Loving relationships fulfil the great commission.
After the resurrection, Jesus charged His disciples with a task. It is commonly called “The Great Commission” Matthew 28:18-20 “Jesus came and told his disciples, “I have been given all authority in heaven and on earth. Therefore, go and make disciples of all the nations, baptizing them in the name of the Father and the Son and the Holy Spirit. Teach these new disciples to obey all the commands I have given you.”
We are charged with the job of “making disciples”. This is a function of the church. Unfortunately, the church has often failed to realize that this great commission is a “relational command.” Disciples are made as we love people not criticize them. It is our love for each other, and for those we are trying to reach, that’s a testimony to both. Our love authenticates the Christian message. John 13:34-35 “So now I am giving you a new commandment: Love each other. Just as I have loved you, you should love each other. Your love for one another will prove to the world that you are my disciples.”
The proof of our message is not in our arguments but in our relationships. It is genuine loving relationships that make the Gospel attractive. Why would anyone want to listen to a message about God’s love from a bunch of people who don’t get along? This is probably the biggest complaint from unchurched people - that so-called Christians are always fighting among themselves. Without love the great commission becomes the great omission.
Loving relationships fulfil the greatest virtue.
I Corinthians 13:13 - “Three things will last forever—faith, hope, and love—and the greatest of these is love.” The greatest virtue you can commit to developing in your life (according to God’s word) is the ability to love others. To become a loving person is even more important than having great faith! How can that be possible? Colossians 3:14 - “And over all these virtues put on love, which binds them all together in perfect unity.” Here’s your answer. Love is the realm where all the other virtues should be experienced. Love is the glue that holds them all together.

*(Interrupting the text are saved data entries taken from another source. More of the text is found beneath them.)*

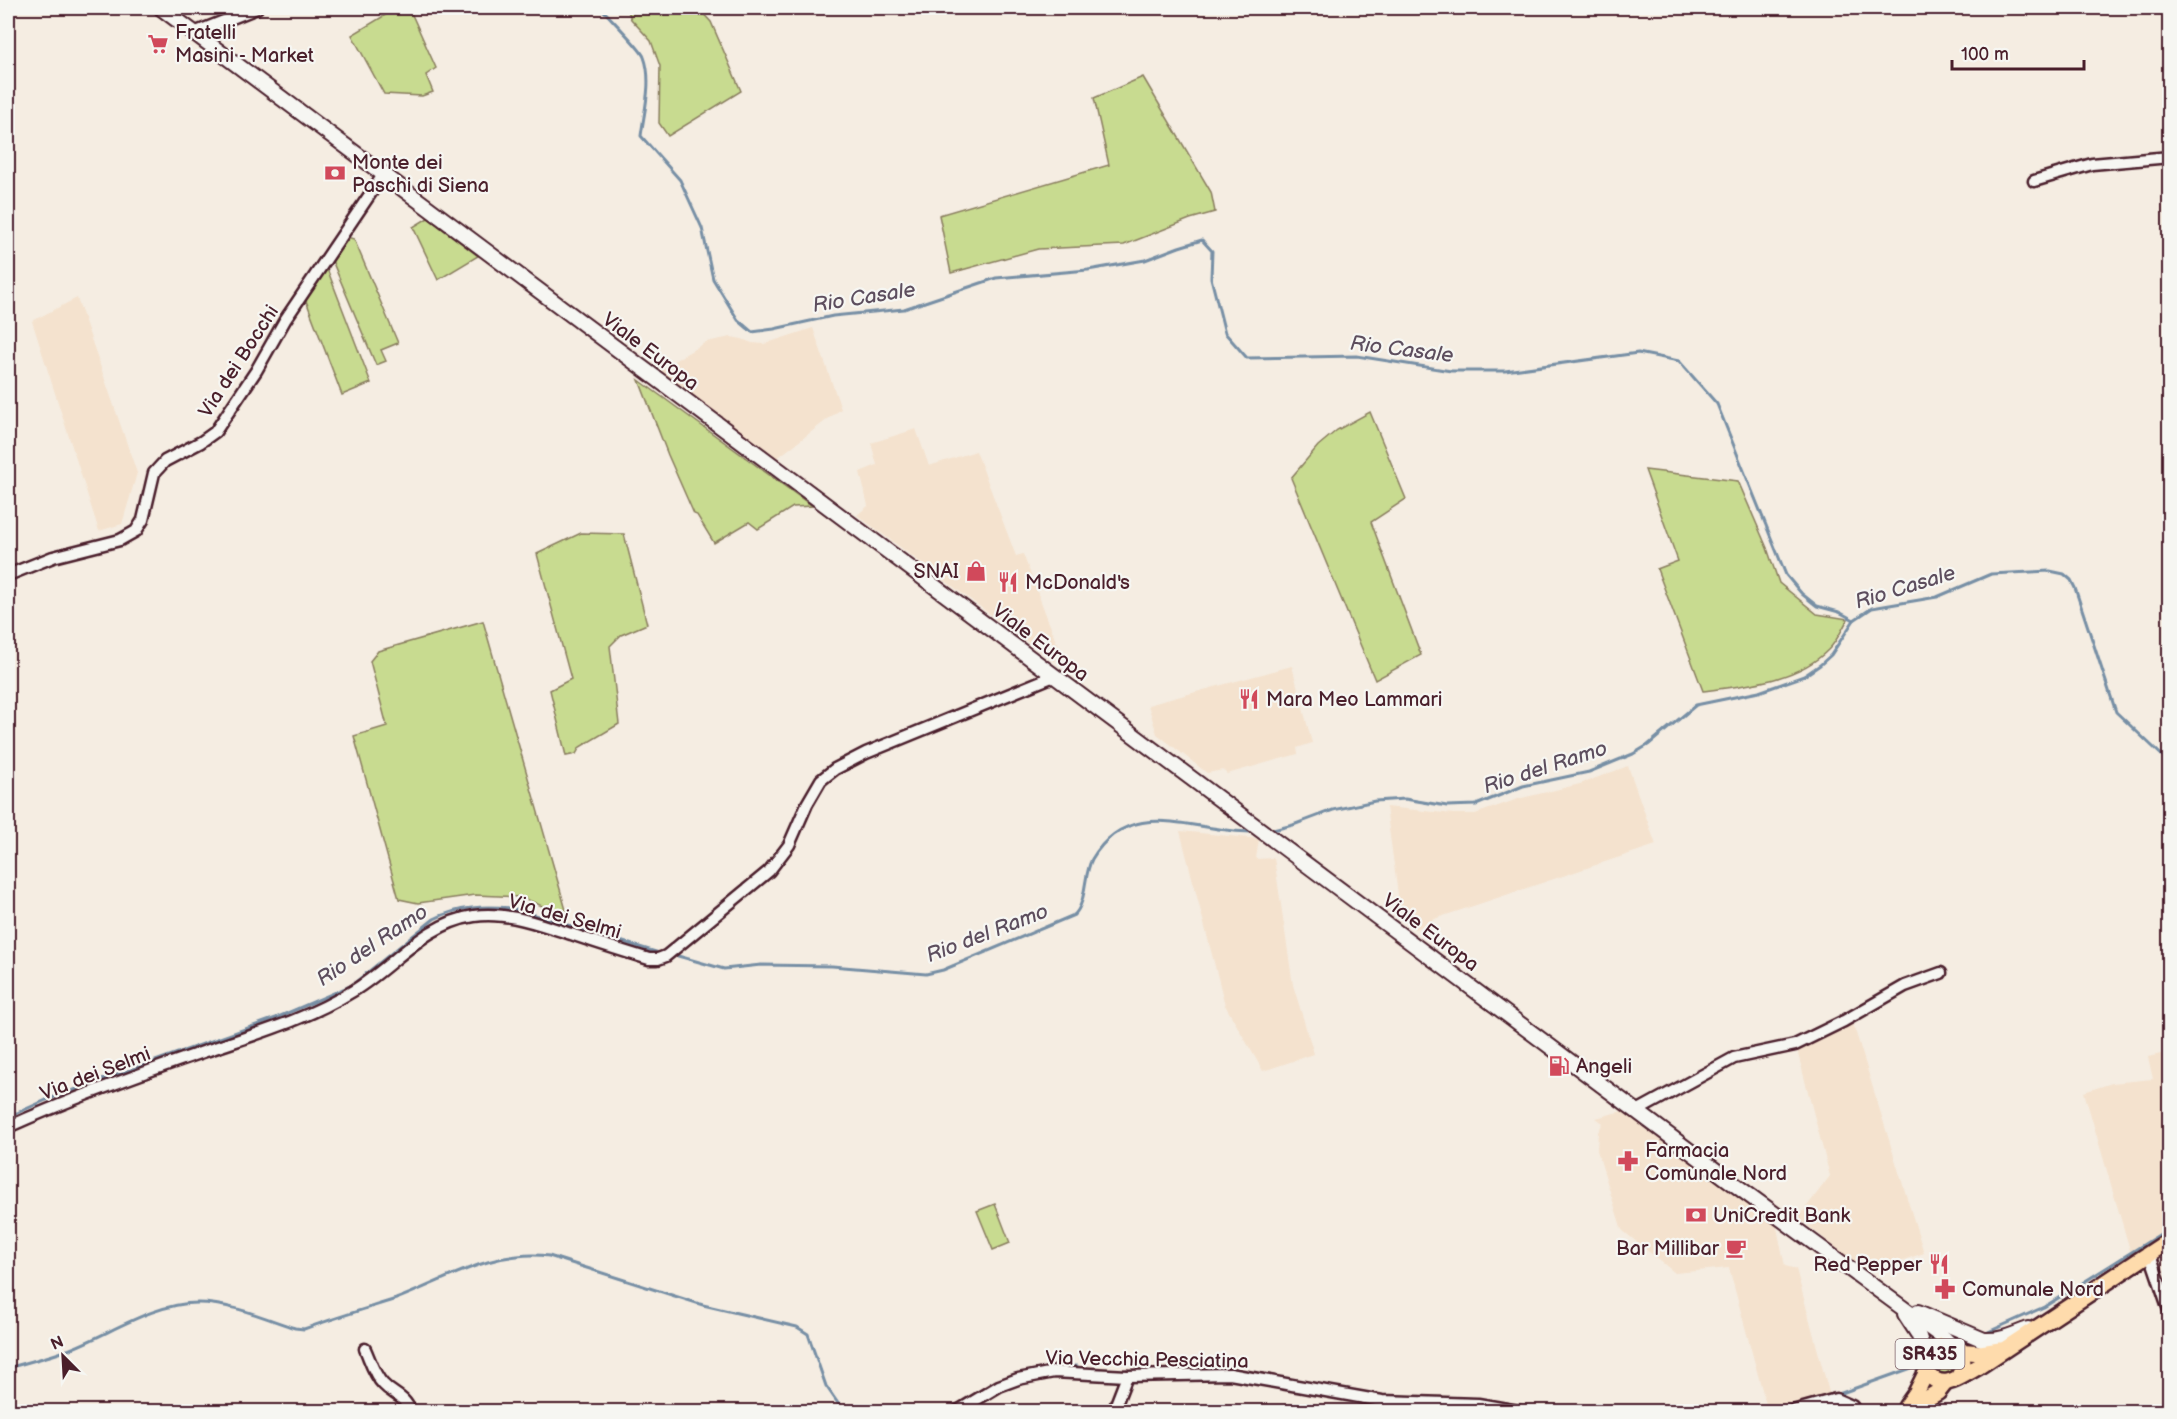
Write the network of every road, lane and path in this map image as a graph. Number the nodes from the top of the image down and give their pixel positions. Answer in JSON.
{"nodes":[{"id":1,"x":161,"y":8,"type":"edge"},
{"id":2,"x":257,"y":8,"type":"edge"},
{"id":3,"x":194,"y":33,"type":"junction"},
{"id":4,"x":2169,"y":157,"type":"edge"},
{"id":5,"x":383,"y":175,"type":"junction"},
{"id":6,"x":2034,"y":182,"type":"dead end"},
{"id":7,"x":8,"y":575,"type":"edge"},
{"id":8,"x":1054,"y":676,"type":"junction"},
{"id":9,"x":1941,"y":973,"type":"dead end"},
{"id":10,"x":1637,"y":1111,"type":"junction"},
{"id":11,"x":8,"y":1127,"type":"edge"},
{"id":12,"x":2169,"y":1240,"type":"edge"},
{"id":13,"x":2150,"y":1254,"type":"junction"},
{"id":14,"x":1899,"y":1305,"type":"junction"},
{"id":15,"x":2169,"y":1313,"type":"edge"},
{"id":16,"x":2050,"y":1319,"type":"junction"},
{"id":17,"x":2006,"y":1348,"type":"junction"},
{"id":18,"x":365,"y":1349,"type":"dead end"},
{"id":19,"x":1957,"y":1351,"type":"junction"},
{"id":20,"x":1927,"y":1365,"type":"junction"},
{"id":21,"x":1127,"y":1376,"type":"junction"},
{"id":22,"x":1959,"y":1376,"type":"junction"},
{"id":23,"x":1945,"y":1383,"type":"junction"},
{"id":24,"x":1463,"y":1408,"type":"edge"},
{"id":25,"x":411,"y":1412,"type":"edge"},
{"id":26,"x":956,"y":1412,"type":"edge"},
{"id":27,"x":1113,"y":1412,"type":"edge"},
{"id":28,"x":1524,"y":1412,"type":"edge"},
{"id":29,"x":1789,"y":1412,"type":"edge"},
{"id":30,"x":1856,"y":1412,"type":"edge"},
{"id":31,"x":1903,"y":1412,"type":"edge"}],
"edges":[{"from":1,"to":3,"type":"main road","name":"Viale Europa"},
{"from":2,"to":3,"type":"street"},
{"from":3,"to":5,"type":"main road","name":"Viale Europa"},
{"from":4,"to":6,"type":"street"},
{"from":5,"to":7,"type":"street","name":"Via dei Bocchi"},
{"from":5,"to":8,"type":"main road","name":"Viale Europa"},
{"from":8,"to":10,"type":"main road","name":"Viale Europa"},
{"from":8,"to":11,"type":"street","name":"Via dei Selmi"},
{"from":9,"to":10,"type":"street"},
{"from":10,"to":14,"type":"main road","name":"Viale Europa"},
{"from":12,"to":13,"type":"main road","number":"SR435"},
{"from":13,"to":15,"type":"street"},
{"from":13,"to":16,"type":"main road","number":"SR435"},
{"from":14,"to":16,"type":"main road","name":"Viale Europa"},
{"from":14,"to":19,"type":"main road","name":"Viale Europa"},
{"from":14,"to":20,"type":"main road","name":"Viale Europa"},
{"from":16,"to":17,"type":"main road","number":"SR435"},
{"from":17,"to":19,"type":"main road","number":"SR435"},
{"from":17,"to":22,"type":"main road","number":"SR435"},
{"from":18,"to":25,"type":"street"},
{"from":19,"to":20,"type":"main road","number":"SR435"},
{"from":19,"to":22,"type":"main road","number":"SR435"},
{"from":20,"to":23,"type":"main road","number":"SR435"},
{"from":20,"to":31,"type":"main road","number":"SR435"},
{"from":21,"to":24,"type":"street","name":"Via Vecchia Pesciatina"},
{"from":21,"to":26,"type":"street","name":"Via Vecchia Pesciatina"},
{"from":21,"to":27,"type":"street"},
{"from":22,"to":23,"type":"main road","number":"SR435"},
{"from":23,"to":31,"type":"main road","number":"SR435"},
{"from":24,"to":28,"type":"street","name":"Via Vecchia Pesciatina"},
{"from":29,"to":30,"type":"street"}]}
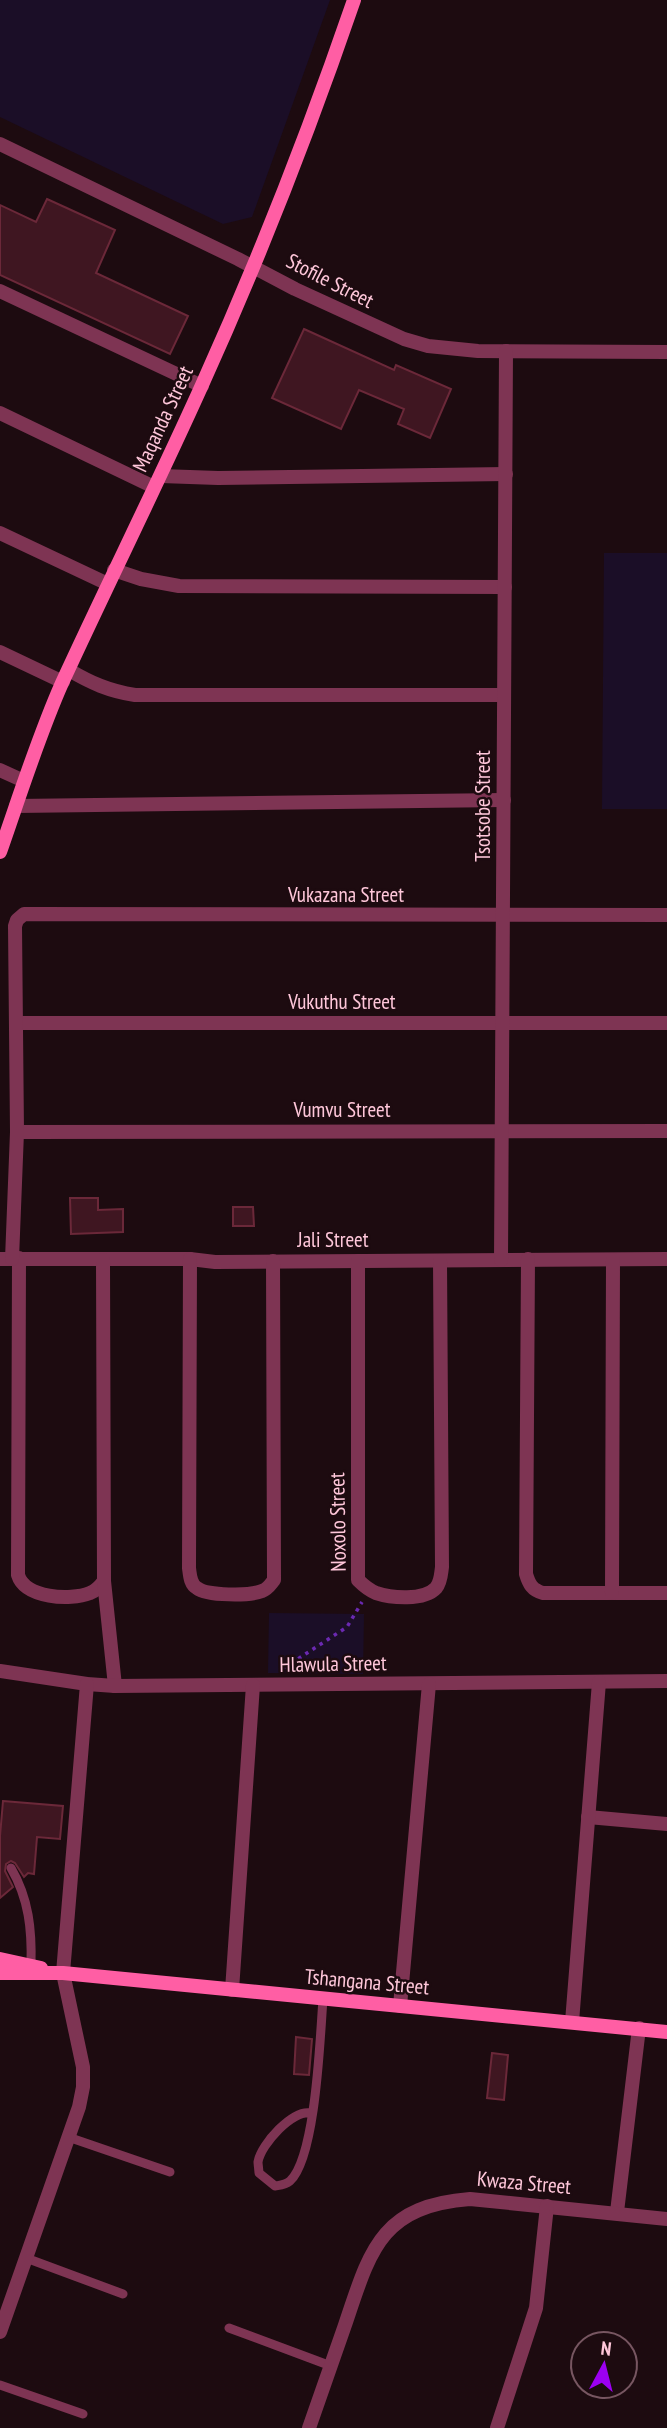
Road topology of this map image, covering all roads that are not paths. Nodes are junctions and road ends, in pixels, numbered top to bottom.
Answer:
1 (354, 0) edge
2 (0, 144) edge
3 (254, 267) junction
4 (0, 291) edge
5 (506, 351) junction
6 (667, 352) edge
7 (202, 386) junction
8 (0, 412) edge
9 (506, 474) junction
10 (158, 481) junction
11 (0, 533) edge
12 (111, 577) junction
13 (505, 587) junction
14 (0, 652) edge
15 (66, 676) junction
16 (503, 695) junction
17 (0, 770) edge
18 (24, 781) junction
19 (504, 800) junction
20 (16, 806) junction
21 (0, 852) edge
22 (667, 915) edge
23 (503, 917) junction
24 (16, 1023) junction
25 (502, 1023) junction
26 (667, 1023) edge
27 (502, 1131) junction
28 (667, 1131) edge
29 (17, 1132) junction
30 (10, 1259) edge
31 (190, 1259) junction
32 (527, 1259) junction
33 (613, 1259) junction
34 (667, 1259) edge
35 (103, 1260) junction
36 (501, 1260) junction
37 (273, 1261) junction
38 (358, 1261) junction
39 (440, 1261) junction
40 (104, 1581) junction
41 (612, 1593) junction
42 (667, 1593) edge
43 (0, 1671) edge
44 (667, 1681) edge
45 (599, 1682) junction
46 (87, 1685) junction
47 (253, 1685) junction
48 (429, 1685) junction
49 (115, 1686) junction
50 (588, 1818) junction
51 (667, 1824) edge
52 (11, 1868) dead end
53 (0, 1959) edge
54 (31, 1965) junction
55 (0, 1973) edge
56 (63, 1973) junction
57 (232, 1990) junction
58 (323, 1999) junction
59 (400, 2006) junction
60 (572, 2022) junction
61 (639, 2028) junction
62 (667, 2032) edge
63 (311, 2113) junction
64 (68, 2137) junction
65 (170, 2172) dead end
66 (547, 2206) junction
67 (617, 2212) junction
68 (667, 2219) edge
69 (26, 2258) junction
70 (123, 2294) dead end
71 (229, 2328) dead end
72 (0, 2332) edge
73 (331, 2366) junction
74 (0, 2385) edge
75 (83, 2414) dead end
76 (309, 2428) edge
77 (497, 2428) edge

1 - 3 street, Maqanda Street
2 - 3 street, Stofile Street
3 - 5 street, Stofile Street
3 - 7 street, Maqanda Street
4 - 7 street
5 - 6 street, Stofile Street
5 - 9 street, Tsotsobe Street
7 - 10 street, Maqanda Street
8 - 10 street
9 - 10 street
9 - 13 street, Tsotsobe Street
10 - 12 street, Maqanda Street
11 - 12 street
12 - 13 street
12 - 15 street, Maqanda Street
13 - 16 street, Tsotsobe Street
14 - 15 street
15 - 16 street
15 - 18 street, Maqanda Street
16 - 19 street, Tsotsobe Street
17 - 18 street
18 - 20 street, Maqanda Street
19 - 20 street
19 - 23 street, Tsotsobe Street
20 - 21 street, Maqanda Street
22 - 23 street, Vukazana Street
23 - 24 street, Vukazana Street
23 - 25 street, Tsotsobe Street
24 - 25 street, Vukuthu Street
24 - 29 street
25 - 26 street, Vukuthu Street
25 - 27 street, Tsotsobe Street
27 - 28 street, Vumvu Street
27 - 29 street, Vumvu Street
27 - 36 street, Tsotsobe Street
29 - 30 street
30 - 35 street, Jali Street
30 - 40 street
31 - 35 street, Jali Street
31 - 37 street, Jali Street
31 - 37 street
32 - 33 street, Jali Street
32 - 36 street, Jali Street
32 - 41 street
33 - 34 street, Jali Street
33 - 41 street
35 - 40 street
36 - 39 street, Jali Street
37 - 38 street, Jali Street
38 - 39 street, Jali Street
38 - 39 street, Noxolo Street
40 - 49 street
41 - 42 street
43 - 46 street, Hlawula Street
44 - 45 street, Hlawula Street
45 - 48 street, Hlawula Street
45 - 50 street
46 - 49 street, Hlawula Street
46 - 56 street
47 - 48 street, Hlawula Street
47 - 49 street, Hlawula Street
47 - 57 street
48 - 59 street
50 - 51 street
50 - 60 street
52 - 54 lane
53 - 54 street, Tshangana Street
54 - 56 street, Tshangana Street
55 - 56 street, Tshangana Street
56 - 57 street, Tshangana Street
56 - 64 street
57 - 58 street, Tshangana Street
58 - 59 street, Tshangana Street
58 - 63 lane
59 - 60 street, Tshangana Street
60 - 61 street, Tshangana Street
61 - 62 street, Tshangana Street
61 - 67 street
63 - 63 lane
64 - 65 lane
64 - 69 street
66 - 67 street, Kwaza Street
66 - 73 street, Kwaza Street
66 - 77 street
67 - 68 street, Kwaza Street
69 - 70 lane
69 - 72 street
71 - 73 lane
73 - 76 street, Kwaza Street
74 - 75 lane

Love is the power behind everything else we do.
Love is like the hub of a wagon wheel. The spokes are all the other virtues that find their origin in love. What is kindness without love? Humility? Forgiveness? Without love we just go through the motions. It’s not real, genuine or authentic. Do you see the significance of love? We can blow a lot of things in this life and still be fine. But, if we blow this, we truly waste our lives. You can be the most successful person in the world, but without love, your life will amount to nothing.
So how do we apply this to our lives? How do we commit to developing this quality?
1. We must commit to honesty in our relationships.
Romans 12:9 - “Don’t just pretend to love others. Really love them…” Being dishonest and fake is not a very loving thing. Putting on a false front or pretending to be interested and concerned when you’re really not, is how the world lives -not followers of Christ. If we are going to apply this value we’re going to have to stop pretending and start having a commitment to get real. There is power in authenticity!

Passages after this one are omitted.